Zhao S, Huang L, Wu J, Zhang Y, Pan D, Liu X - Mol. Vis. (2009)

Bottom Line: Annexin A2 expression and the effect of vascular endothelial growth factor (VEGF) on annexin A2 ex pression in retinal neovascularization were assayed by real-time PCR, western blot analysis.In RF/6A cells, increased expression of annexin A2 was inhibited by the VEGF receptor 2 (VEGFR2) inhibitor SU10944, and by anti-VEGFR2 neutralizing antibody, and was increased by VEGF.Therefore, annexin A2 is an angiogenesis activator and may be a potential target for the development of effective therapeutic strategies for the treatment of retinal neovascularization.

View Article: PubMed Central - PubMed

Affiliation: Department of Ophthalmology, Changhai Hospital, Second Military Medical University, Shanghai, Peoples Republic of China. zhaosh2001@sina.com

ABSTRACT

Purpose: Annexin A2 has been shown to play a role in many neovascularization diseases.
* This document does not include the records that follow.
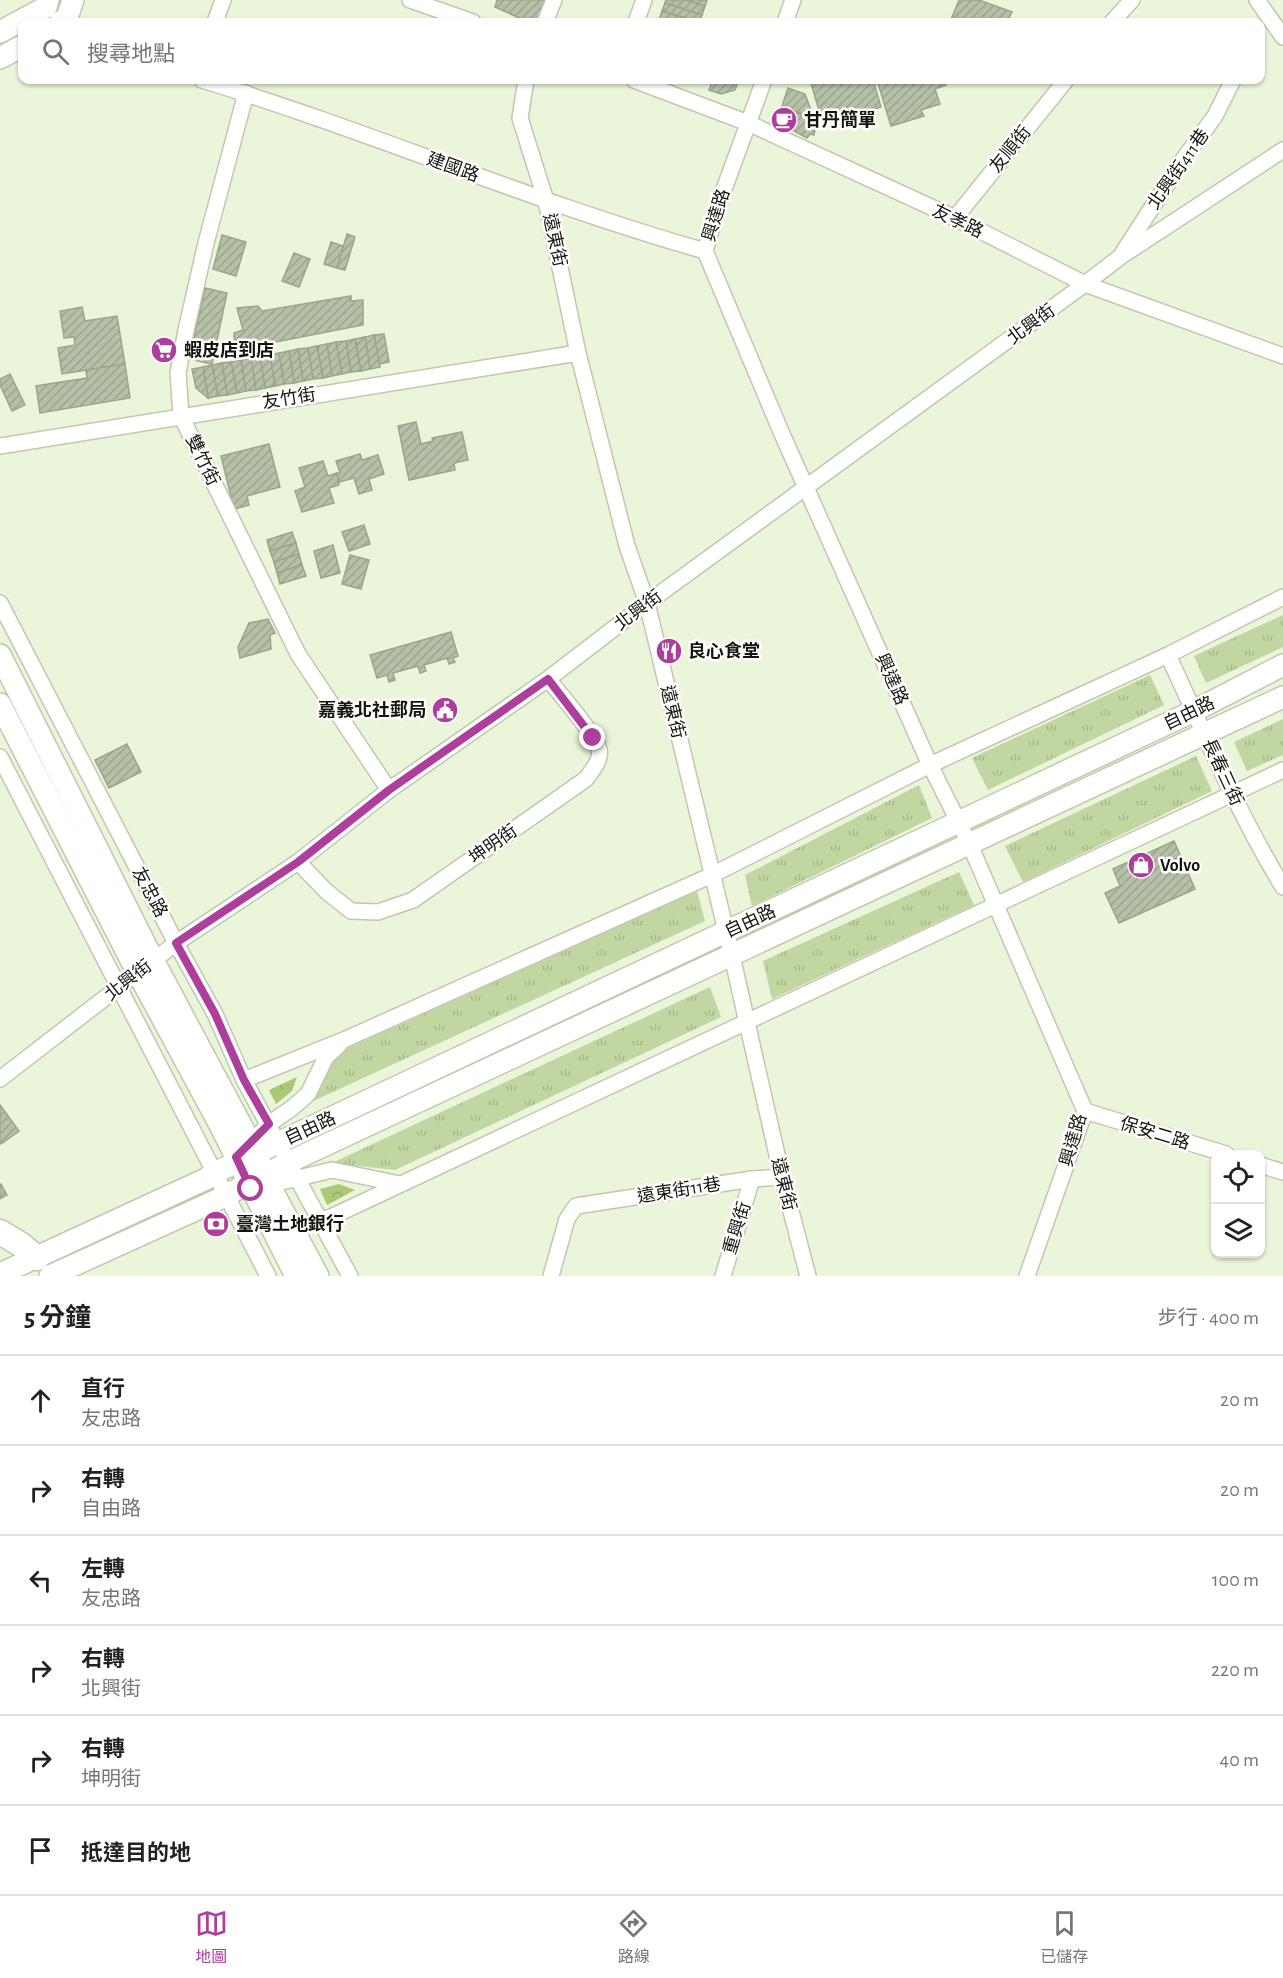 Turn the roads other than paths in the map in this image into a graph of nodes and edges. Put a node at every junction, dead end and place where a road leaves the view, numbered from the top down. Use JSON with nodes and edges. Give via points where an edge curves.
{"nodes":[{"id":1,"x":223,"y":0,"type":"edge"},
{"id":2,"x":410,"y":0,"type":"edge"},
{"id":3,"x":554,"y":0,"type":"edge"},
{"id":4,"x":644,"y":0,"type":"edge"},
{"id":5,"x":793,"y":0,"type":"edge"},
{"id":6,"x":1132,"y":0,"type":"edge"},
{"id":7,"x":426,"y":3,"type":"edge"},
{"id":8,"x":1264,"y":8,"type":"edge"},
{"id":9,"x":61,"y":12,"type":"edge"},
{"id":10,"x":43,"y":18,"type":"edge"},
{"id":11,"x":216,"y":18,"type":"edge"},
{"id":12,"x":463,"y":18,"type":"edge"},
{"id":13,"x":547,"y":18,"type":"edge"},
{"id":14,"x":637,"y":18,"type":"edge"},
{"id":15,"x":786,"y":18,"type":"edge"},
{"id":16,"x":1116,"y":18,"type":"edge"},
{"id":17,"x":18,"y":26,"type":"edge"},
{"id":18,"x":0,"y":32,"type":"edge"},
{"id":19,"x":1283,"y":37,"type":"edge"},
{"id":20,"x":18,"y":48,"type":"edge"},
{"id":21,"x":0,"y":58,"type":"edge"},
{"id":22,"x":216,"y":84,"type":"edge"},
{"id":23,"x":525,"y":84,"type":"edge"},
{"id":24,"x":645,"y":84,"type":"edge"},
{"id":25,"x":763,"y":84,"type":"edge"},
{"id":26,"x":1063,"y":84,"type":"edge"},
{"id":27,"x":1231,"y":84,"type":"edge"},
{"id":28,"x":246,"y":93,"type":"junction"},
{"id":29,"x":748,"y":123,"type":"junction"},
{"id":30,"x":1283,"y":150,"type":"edge"},
{"id":31,"x":546,"y":201,"type":"junction"},
{"id":32,"x":955,"y":218,"type":"junction"},
{"id":33,"x":705,"y":251,"type":"junction"},
{"id":34,"x":1120,"y":257,"type":"junction"},
{"id":35,"x":1085,"y":284,"type":"junction"},
{"id":36,"x":578,"y":353,"type":"junction"},
{"id":37,"x":1283,"y":356,"type":"edge"},
{"id":38,"x":181,"y":416,"type":"junction"},
{"id":39,"x":0,"y":446,"type":"edge"},
{"id":40,"x":807,"y":486,"type":"junction"},
{"id":41,"x":1283,"y":597,"type":"edge"},
{"id":42,"x":0,"y":603,"type":"edge"},
{"id":43,"x":647,"y":603,"type":"junction"},
{"id":44,"x":0,"y":655,"type":"edge"},
{"id":45,"x":1168,"y":655,"type":"junction"},
{"id":46,"x":1283,"y":665,"type":"edge"},
{"id":47,"x":548,"y":679,"type":"junction"},
{"id":48,"x":1283,"y":697,"type":"edge"},
{"id":49,"x":0,"y":704,"type":"edge"},
{"id":50,"x":1194,"y":711,"type":"junction"},
{"id":51,"x":1205,"y":735,"type":"junction"},
{"id":52,"x":0,"y":757,"type":"edge"},
{"id":53,"x":930,"y":765,"type":"junction"},
{"id":54,"x":1283,"y":770,"type":"edge"},
{"id":55,"x":389,"y":790,"type":"junction"},
{"id":56,"x":1233,"y":793,"type":"junction"},
{"id":57,"x":959,"y":822,"type":"junction"},
{"id":58,"x":970,"y":845,"type":"junction"},
{"id":59,"x":298,"y":862,"type":"junction"},
{"id":60,"x":712,"y":875,"type":"junction"},
{"id":61,"x":1283,"y":887,"type":"edge"},
{"id":62,"x":996,"y":904,"type":"junction"},
{"id":63,"x":725,"y":933,"type":"junction"},
{"id":64,"x":176,"y":943,"type":"junction"},
{"id":65,"x":732,"y":956,"type":"junction"},
{"id":66,"x":145,"y":966,"type":"junction"},
{"id":67,"x":120,"y":988,"type":"junction"},
{"id":68,"x":747,"y":1022,"type":"junction"},
{"id":69,"x":346,"y":1039,"type":"junction"},
{"id":70,"x":0,"y":1079,"type":"edge"},
{"id":71,"x":244,"y":1080,"type":"junction"},
{"id":72,"x":1085,"y":1111,"type":"junction"},
{"id":73,"x":269,"y":1124,"type":"junction"},
{"id":74,"x":279,"y":1143,"type":"junction"},
{"id":75,"x":1211,"y":1150,"type":"edge"},
{"id":76,"x":245,"y":1154,"type":"junction"},
{"id":77,"x":1265,"y":1167,"type":"edge"},
{"id":78,"x":292,"y":1170,"type":"junction"},
{"id":79,"x":1283,"y":1172,"type":"edge"},
{"id":80,"x":214,"y":1173,"type":"junction"},
{"id":81,"x":782,"y":1177,"type":"junction"},
{"id":82,"x":752,"y":1179,"type":"junction"},
{"id":83,"x":259,"y":1183,"type":"junction"},
{"id":84,"x":400,"y":1184,"type":"junction"},
{"id":85,"x":226,"y":1196,"type":"junction"},
{"id":86,"x":318,"y":1220,"type":"junction"},
{"id":87,"x":0,"y":1232,"type":"edge"},
{"id":88,"x":43,"y":1267,"type":"edge"},
{"id":89,"x":0,"y":1274,"type":"edge"},
{"id":90,"x":268,"y":1276,"type":"edge"},
{"id":91,"x":296,"y":1276,"type":"edge"},
{"id":92,"x":318,"y":1276,"type":"edge"},
{"id":93,"x":350,"y":1276,"type":"edge"},
{"id":94,"x":551,"y":1276,"type":"edge"},
{"id":95,"x":723,"y":1276,"type":"edge"},
{"id":96,"x":808,"y":1276,"type":"edge"},
{"id":97,"x":1027,"y":1276,"type":"edge"}],
"edges":[{"from":1,"to":11,"type":"street"},
{"from":2,"to":7,"type":"street"},
{"from":3,"to":13,"type":"street"},
{"from":4,"to":14,"type":"street"},
{"from":5,"to":15,"type":"street"},
{"from":6,"to":16,"type":"street"},
{"from":7,"to":12,"type":"street"},
{"from":8,"to":19,"type":"street"},
{"from":9,"to":10,"type":"street"},
{"from":17,"to":18,"type":"street"},
{"from":20,"to":21,"type":"street"},
{"from":22,"to":28,"type":"street","name":"建國路"},
{"from":23,"to":31,"type":"street","name":"遠東街","via":[[520,118]]},
{"from":24,"to":29,"type":"street","name":"友孝路"},
{"from":25,"to":29,"type":"street","name":"興達路"},
{"from":26,"to":32,"type":"street","name":"友順街"},
{"from":27,"to":34,"type":"street","name":"北興街411巷","via":[[1215,116]]},
{"from":28,"to":31,"type":"street","name":"建國路"},
{"from":28,"to":38,"type":"street","name":"雙竹街","via":[[186,330],[178,373]]},
{"from":29,"to":32,"type":"street","name":"友孝路"},
{"from":29,"to":33,"type":"street","name":"興達路"},
{"from":30,"to":34,"type":"street","name":"北興街"},
{"from":31,"to":33,"type":"street","name":"建國路"},
{"from":31,"to":36,"type":"street","name":"遠東街"},
{"from":32,"to":35,"type":"street","name":"友孝路"},
{"from":33,"to":40,"type":"street","name":"興達路"},
{"from":34,"to":35,"type":"street","name":"北興街"},
{"from":35,"to":37,"type":"street","name":"友孝路"},
{"from":35,"to":40,"type":"street","name":"北興街"},
{"from":36,"to":38,"type":"street","name":"友竹街"},
{"from":36,"to":43,"type":"street","name":"遠東街","via":[[627,546]]},
{"from":38,"to":39,"type":"street","name":"友竹街"},
{"from":38,"to":55,"type":"street","name":"雙竹街","via":[[298,654]]},
{"from":40,"to":43,"type":"street","name":"北興街"},
{"from":40,"to":53,"type":"street","name":"興達路"},
{"from":41,"to":45,"type":"street","name":"自由路"},
{"from":42,"to":64,"type":"street","name":"友忠路"},
{"from":43,"to":47,"type":"street","name":"北興街"},
{"from":43,"to":60,"type":"street","name":"遠東街"},
{"from":44,"to":66,"type":"street","name":"友忠路"},
{"from":45,"to":50,"type":"street","name":"長春三街"},
{"from":45,"to":53,"type":"street","name":"自由路"},
{"from":46,"to":50,"type":"street","name":"自由路"},
{"from":47,"to":55,"type":"street","name":"北興街"},
{"from":47,"to":59,"type":"street","name":"坤明街","via":[[600,750],[598,763],[586,779],[413,900],[378,912],[351,911]]},
{"from":48,"to":51,"type":"street","name":"自由路"},
{"from":49,"to":66,"type":"street","name":"友忠路"},
{"from":50,"to":51,"type":"street","name":"長春三街"},
{"from":50,"to":57,"type":"street","name":"自由路"},
{"from":51,"to":56,"type":"street","name":"長春三街"},
{"from":51,"to":58,"type":"street","name":"自由路"},
{"from":52,"to":67,"type":"street"},
{"from":53,"to":57,"type":"street","name":"興達路"},
{"from":53,"to":60,"type":"street","name":"自由路"},
{"from":54,"to":56,"type":"street"},
{"from":55,"to":59,"type":"street","name":"北興街"},
{"from":56,"to":61,"type":"street","name":"長春三街"},
{"from":56,"to":62,"type":"street"},
{"from":57,"to":58,"type":"street","name":"興達路"},
{"from":57,"to":63,"type":"street","name":"自由路"},
{"from":58,"to":62,"type":"street","name":"興達路"},
{"from":58,"to":65,"type":"street","name":"自由路"},
{"from":59,"to":64,"type":"street","name":"北興街"},
{"from":60,"to":63,"type":"street","name":"遠東街"},
{"from":60,"to":69,"type":"street","name":"自由路"},
{"from":62,"to":68,"type":"street"},
{"from":62,"to":72,"type":"street","name":"興達路"},
{"from":63,"to":65,"type":"street","name":"遠東街"},
{"from":63,"to":74,"type":"street","name":"自由路"},
{"from":64,"to":66,"type":"street","name":"北興街"},
{"from":64,"to":71,"type":"street","name":"友忠路","via":[[215,1014]]},
{"from":65,"to":68,"type":"street","name":"遠東街"},
{"from":65,"to":78,"type":"street","name":"自由路"},
{"from":66,"to":67,"type":"street","name":"北興街"},
{"from":66,"to":76,"type":"street","name":"友忠路"},
{"from":67,"to":70,"type":"street","name":"北興街"},
{"from":67,"to":80,"type":"street"},
{"from":68,"to":81,"type":"street","name":"遠東街"},
{"from":68,"to":84,"type":"street"},
{"from":69,"to":71,"type":"street","name":"自由路"},
{"from":69,"to":73,"type":"street","name":"自由路","via":[[326,1057],[308,1094]]},
{"from":71,"to":73,"type":"street","name":"友忠路"},
{"from":72,"to":75,"type":"street","name":"保安二路"},
{"from":72,"to":97,"type":"street","name":"興達路"},
{"from":73,"to":74,"type":"street","name":"友忠路"},
{"from":73,"to":76,"type":"street","name":"自由路"},
{"from":74,"to":76,"type":"street","name":"自由路"},
{"from":74,"to":78,"type":"street","name":"友忠路"},
{"from":76,"to":80,"type":"street","name":"自由路"},
{"from":76,"to":83,"type":"street","name":"友忠路"},
{"from":77,"to":79,"type":"street"},
{"from":78,"to":83,"type":"street","name":"自由路"},
{"from":78,"to":84,"type":"street","name":"自由路","via":[[332,1170]]},
{"from":78,"to":86,"type":"street","name":"友忠路"},
{"from":80,"to":85,"type":"street"},
{"from":80,"to":88,"type":"street","name":"自由路"},
{"from":81,"to":82,"type":"street","name":"遠東街11巷"},
{"from":81,"to":96,"type":"street","name":"遠東街"},
{"from":82,"to":94,"type":"street","name":"遠東街11巷","via":[[576,1206],[567,1219]]},
{"from":82,"to":95,"type":"street","name":"重興街"},
{"from":83,"to":85,"type":"street","name":"自由路"},
{"from":83,"to":91,"type":"street","name":"友忠路"},
{"from":83,"to":92,"type":"street","name":"友忠路"},
{"from":84,"to":86,"type":"street"},
{"from":85,"to":88,"type":"street","name":"自由路"},
{"from":85,"to":90,"type":"street"},
{"from":86,"to":93,"type":"street","name":"友忠路"},
{"from":87,"to":88,"type":"main road","via":[[20,1244]]},
{"from":88,"to":89,"type":"street","name":"自由路"}]}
We investigated the effect of vascular endothelial growth factor (VEGF) on annexin A2 expression and related intracellular signaling mechanisms in a mouse model of ischemia-induced retinal neovascularization.

Methods: Annexin A2 expression and the effect of vascular endothelial growth factor (VEGF) on annexin A2 ex pression in retinal neovascularization were assayed by real-time PCR, western blot analysis. The effect of Annexin A2 on retinal neovascularization were assayed by siRNA interference and overexpression of Annexin A2, fluorescence imaging, and immunofluorescence histochemistry in a mouse model of ischemia-induced retinal neovascularization.

Results: Expression of annexin A2 mRNA and protein were increased in the mouse model of ischemia-induced retinal neovascularization and in RF/6A cells treated with VEGF. In RF/6A cells, increased expression of annexin A2 was inhibited by the VEGF receptor 2 (VEGFR2) inhibitor SU10944, and by anti-VEGFR2 neutralizing antibody, and was increased by VEGF. Mice with ischemic retinopathy showed increased expression of annexin A2 in vascular endothelial cells, and enhanced retinal neovascularization after intraocular injection of an adenoviral vector containing an annexin A2 expression cassette. Conversely, annexin A2 knockdown suppressed retinal neovascularization in these mice.

Conclusions: These findings suggest that annexin A2 might induce retinal neovascularization through a VEGF-VEGFR2 pathway in ischemia-induced retina neovascularization. Therefore, annexin A2 is an angiogenesis activator and may be a potential target for the development of effective therapeutic strategies for the treatment of retinal neovascularization.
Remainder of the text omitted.